My new video installation, Screen Recording 2020-11-20 at 1.59.44 PM, will be on view at The Gallatin Galleries (1 Washington Pl. @ Broadway) through June 14th.
Screen Recording 2020-11-20 at 1.59.44 PM is a video and installation work about the fast-changing landscapes of memory in displacement. It comprises a 9-minute video featuring footage of my mother’s hometown—the so-called ‘ghost town’ of Varosi, which was cordoned off by the Turkish military for close to 50 years—in 2020; and a newspaper print of my mother’s childhood diary, recovered from her home’s ruins decades after she was displaced.
Huge thanks to Keti Papadema, Marcos Papaleontiou, Marios Stylianou, Pavlos Kyriakou, Loukia Hadjiyianni, Kika Ioannidou, Neoclis Nicolaou, Clio Hadjigeorgiou, Silvio Augusto Rusmigo, Keith Miller and Ellada Evangelou.

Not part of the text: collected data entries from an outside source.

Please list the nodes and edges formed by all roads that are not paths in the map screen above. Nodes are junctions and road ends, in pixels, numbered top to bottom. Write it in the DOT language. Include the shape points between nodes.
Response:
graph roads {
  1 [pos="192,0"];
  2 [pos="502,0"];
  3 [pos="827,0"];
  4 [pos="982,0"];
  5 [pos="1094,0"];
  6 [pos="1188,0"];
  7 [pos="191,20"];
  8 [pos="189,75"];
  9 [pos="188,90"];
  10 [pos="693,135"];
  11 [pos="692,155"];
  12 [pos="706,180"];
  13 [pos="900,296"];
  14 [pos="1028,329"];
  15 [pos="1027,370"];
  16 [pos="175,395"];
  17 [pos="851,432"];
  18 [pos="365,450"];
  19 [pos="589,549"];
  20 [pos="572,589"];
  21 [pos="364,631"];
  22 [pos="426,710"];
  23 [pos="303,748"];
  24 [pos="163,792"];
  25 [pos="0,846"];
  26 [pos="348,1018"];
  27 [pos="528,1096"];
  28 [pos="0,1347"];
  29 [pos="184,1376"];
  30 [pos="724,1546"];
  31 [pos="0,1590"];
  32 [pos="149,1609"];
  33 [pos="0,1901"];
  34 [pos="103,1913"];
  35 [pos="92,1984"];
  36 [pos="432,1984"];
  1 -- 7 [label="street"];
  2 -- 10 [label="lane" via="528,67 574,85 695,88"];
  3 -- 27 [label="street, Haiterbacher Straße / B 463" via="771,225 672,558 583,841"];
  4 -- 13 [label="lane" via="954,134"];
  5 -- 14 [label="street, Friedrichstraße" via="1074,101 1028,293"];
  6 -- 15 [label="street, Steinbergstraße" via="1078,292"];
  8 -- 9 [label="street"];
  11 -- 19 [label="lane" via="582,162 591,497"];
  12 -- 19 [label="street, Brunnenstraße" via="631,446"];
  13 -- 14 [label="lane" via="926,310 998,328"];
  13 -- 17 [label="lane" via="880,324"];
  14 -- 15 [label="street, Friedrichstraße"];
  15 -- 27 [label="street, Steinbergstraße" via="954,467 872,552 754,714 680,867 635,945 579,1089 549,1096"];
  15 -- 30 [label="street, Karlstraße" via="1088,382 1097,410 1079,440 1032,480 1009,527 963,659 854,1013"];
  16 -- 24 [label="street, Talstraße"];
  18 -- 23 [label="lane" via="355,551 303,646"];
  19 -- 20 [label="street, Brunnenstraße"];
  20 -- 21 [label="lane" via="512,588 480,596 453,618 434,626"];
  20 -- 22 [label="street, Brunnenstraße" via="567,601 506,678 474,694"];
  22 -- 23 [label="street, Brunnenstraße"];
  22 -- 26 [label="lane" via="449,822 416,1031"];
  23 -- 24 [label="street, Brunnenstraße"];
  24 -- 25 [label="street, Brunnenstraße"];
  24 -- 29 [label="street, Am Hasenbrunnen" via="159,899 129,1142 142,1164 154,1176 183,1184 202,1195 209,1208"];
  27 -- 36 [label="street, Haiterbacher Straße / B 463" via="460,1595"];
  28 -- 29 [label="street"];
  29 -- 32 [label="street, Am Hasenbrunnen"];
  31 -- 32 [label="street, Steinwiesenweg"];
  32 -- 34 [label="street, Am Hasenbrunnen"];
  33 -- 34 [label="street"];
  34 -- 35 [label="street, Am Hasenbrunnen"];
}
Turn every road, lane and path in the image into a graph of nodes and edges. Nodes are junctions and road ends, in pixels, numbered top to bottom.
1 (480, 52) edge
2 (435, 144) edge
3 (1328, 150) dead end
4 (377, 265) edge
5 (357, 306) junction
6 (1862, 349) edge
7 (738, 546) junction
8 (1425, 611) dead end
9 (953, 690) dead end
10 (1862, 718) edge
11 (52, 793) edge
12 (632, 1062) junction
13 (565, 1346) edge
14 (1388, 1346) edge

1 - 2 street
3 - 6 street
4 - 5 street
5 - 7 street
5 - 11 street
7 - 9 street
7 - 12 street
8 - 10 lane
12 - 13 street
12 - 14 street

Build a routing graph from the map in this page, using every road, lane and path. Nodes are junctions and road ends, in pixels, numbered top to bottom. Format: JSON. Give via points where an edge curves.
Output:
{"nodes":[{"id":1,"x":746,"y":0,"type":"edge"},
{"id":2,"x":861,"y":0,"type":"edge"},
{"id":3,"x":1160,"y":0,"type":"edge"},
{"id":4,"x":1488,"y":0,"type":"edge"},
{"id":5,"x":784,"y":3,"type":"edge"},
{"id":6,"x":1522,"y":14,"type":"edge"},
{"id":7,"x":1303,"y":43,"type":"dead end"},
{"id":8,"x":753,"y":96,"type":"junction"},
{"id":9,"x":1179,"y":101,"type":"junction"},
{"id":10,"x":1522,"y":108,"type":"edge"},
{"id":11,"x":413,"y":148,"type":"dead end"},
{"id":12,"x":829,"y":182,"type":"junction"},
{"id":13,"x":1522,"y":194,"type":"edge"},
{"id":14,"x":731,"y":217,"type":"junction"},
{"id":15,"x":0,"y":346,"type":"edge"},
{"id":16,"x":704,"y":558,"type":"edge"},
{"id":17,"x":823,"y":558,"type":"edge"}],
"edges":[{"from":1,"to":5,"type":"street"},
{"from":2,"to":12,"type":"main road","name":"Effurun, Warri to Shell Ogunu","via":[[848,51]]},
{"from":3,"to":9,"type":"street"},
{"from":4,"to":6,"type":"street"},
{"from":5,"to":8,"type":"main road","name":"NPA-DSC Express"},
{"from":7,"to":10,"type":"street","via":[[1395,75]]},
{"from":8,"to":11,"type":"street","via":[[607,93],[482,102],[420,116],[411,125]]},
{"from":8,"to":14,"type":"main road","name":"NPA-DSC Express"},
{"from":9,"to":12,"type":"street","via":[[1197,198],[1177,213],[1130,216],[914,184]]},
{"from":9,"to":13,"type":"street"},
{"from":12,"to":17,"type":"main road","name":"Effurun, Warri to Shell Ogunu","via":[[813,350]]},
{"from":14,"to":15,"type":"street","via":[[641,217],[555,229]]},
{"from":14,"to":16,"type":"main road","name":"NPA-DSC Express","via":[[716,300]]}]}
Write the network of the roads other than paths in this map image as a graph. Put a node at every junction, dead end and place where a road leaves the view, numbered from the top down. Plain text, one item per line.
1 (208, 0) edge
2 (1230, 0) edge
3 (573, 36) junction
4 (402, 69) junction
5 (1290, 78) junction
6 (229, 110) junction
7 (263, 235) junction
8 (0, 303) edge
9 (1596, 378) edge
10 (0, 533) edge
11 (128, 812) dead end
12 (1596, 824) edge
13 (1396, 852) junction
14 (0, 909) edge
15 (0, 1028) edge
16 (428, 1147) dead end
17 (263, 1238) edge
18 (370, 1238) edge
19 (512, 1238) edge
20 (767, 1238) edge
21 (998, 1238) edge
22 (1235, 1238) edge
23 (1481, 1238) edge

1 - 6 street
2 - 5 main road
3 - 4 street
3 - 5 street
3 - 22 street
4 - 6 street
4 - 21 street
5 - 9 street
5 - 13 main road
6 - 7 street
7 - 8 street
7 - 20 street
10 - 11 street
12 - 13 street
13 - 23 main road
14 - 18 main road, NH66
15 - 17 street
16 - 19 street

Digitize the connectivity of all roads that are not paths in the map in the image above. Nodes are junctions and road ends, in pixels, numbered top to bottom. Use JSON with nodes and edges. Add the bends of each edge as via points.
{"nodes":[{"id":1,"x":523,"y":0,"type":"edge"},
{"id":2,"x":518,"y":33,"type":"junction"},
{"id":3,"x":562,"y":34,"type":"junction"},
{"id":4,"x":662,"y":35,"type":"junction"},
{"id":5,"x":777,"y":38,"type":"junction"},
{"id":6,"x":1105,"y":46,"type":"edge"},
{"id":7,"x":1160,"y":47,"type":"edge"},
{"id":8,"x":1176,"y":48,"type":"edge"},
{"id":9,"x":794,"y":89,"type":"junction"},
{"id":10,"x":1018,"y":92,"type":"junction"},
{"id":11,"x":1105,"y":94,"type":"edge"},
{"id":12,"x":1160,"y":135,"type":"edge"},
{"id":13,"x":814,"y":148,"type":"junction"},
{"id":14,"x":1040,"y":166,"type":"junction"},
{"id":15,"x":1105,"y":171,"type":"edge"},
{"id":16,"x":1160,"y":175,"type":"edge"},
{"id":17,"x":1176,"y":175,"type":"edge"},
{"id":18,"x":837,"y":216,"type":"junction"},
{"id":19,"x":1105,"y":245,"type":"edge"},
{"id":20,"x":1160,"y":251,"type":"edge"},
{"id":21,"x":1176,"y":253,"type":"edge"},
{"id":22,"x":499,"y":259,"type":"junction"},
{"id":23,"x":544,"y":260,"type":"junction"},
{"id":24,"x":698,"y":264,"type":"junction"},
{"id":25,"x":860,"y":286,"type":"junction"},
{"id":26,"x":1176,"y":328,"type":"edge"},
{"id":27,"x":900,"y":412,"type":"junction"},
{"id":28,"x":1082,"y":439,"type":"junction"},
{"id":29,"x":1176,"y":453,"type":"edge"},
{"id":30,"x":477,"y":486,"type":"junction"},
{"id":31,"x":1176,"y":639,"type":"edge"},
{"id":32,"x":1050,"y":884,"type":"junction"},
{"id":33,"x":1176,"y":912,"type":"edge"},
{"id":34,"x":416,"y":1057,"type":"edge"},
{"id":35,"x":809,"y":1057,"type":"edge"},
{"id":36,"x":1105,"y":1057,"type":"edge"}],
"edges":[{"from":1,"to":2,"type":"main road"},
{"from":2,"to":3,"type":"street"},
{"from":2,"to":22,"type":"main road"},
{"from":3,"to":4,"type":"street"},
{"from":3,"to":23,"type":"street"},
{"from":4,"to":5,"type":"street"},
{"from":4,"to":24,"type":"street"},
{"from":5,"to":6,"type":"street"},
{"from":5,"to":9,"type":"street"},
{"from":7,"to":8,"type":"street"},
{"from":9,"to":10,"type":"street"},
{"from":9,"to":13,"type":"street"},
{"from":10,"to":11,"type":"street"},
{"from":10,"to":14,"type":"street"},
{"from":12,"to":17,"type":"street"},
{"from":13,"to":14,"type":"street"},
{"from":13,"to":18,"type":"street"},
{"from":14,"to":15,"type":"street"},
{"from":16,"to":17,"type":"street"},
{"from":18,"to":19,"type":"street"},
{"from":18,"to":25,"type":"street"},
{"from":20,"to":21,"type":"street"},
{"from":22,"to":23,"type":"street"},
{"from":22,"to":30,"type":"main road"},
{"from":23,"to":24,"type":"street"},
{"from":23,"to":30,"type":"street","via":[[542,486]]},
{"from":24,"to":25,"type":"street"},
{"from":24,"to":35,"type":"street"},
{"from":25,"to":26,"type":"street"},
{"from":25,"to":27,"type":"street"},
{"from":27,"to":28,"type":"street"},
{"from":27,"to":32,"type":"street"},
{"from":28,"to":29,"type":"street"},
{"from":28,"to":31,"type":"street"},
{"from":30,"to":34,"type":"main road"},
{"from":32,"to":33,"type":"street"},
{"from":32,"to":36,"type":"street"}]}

Artist Statement - Screen Recording 2020-11-20 at 1.59.44 PM
The town of Varosi, or Varosha, on the eastern coast of the Mediterranean island of Cyprus, was fenced off by the Turkish military for 46 years. Since the Greek-backed coup d’etat and Turkish invasion of 1974 that divided Cyprus into a Greek Cypriot-controlled south and Turkish Cypriot-controlled north, Varosi was neither settled nor demolished. The erstwhile bustling seaside town, replete with modernist architecture and miles of sandy beaches, was left to the elements, slowly turning into a shell of itself, earning the name of “ghost town.”
In 2006, a Turkish Cypriot friend of the artist’s maternal uncle entered the town undetected, and recovered an old exercise book from the family’s ancestral home. It was a diary of the artist’s mother, from the time she was eight years old, featuring colored pencil drawings with each entry. The diary was the closest the artist ever came to witnessing what her mother’s life was like before the war. When the Turkish military opened Varosi to the public in October 2020—in a move denounced by the UN and the international community as illegal—the artist and her mother visited the town together for the first time. A few weeks later, the artist returned to her home in New York.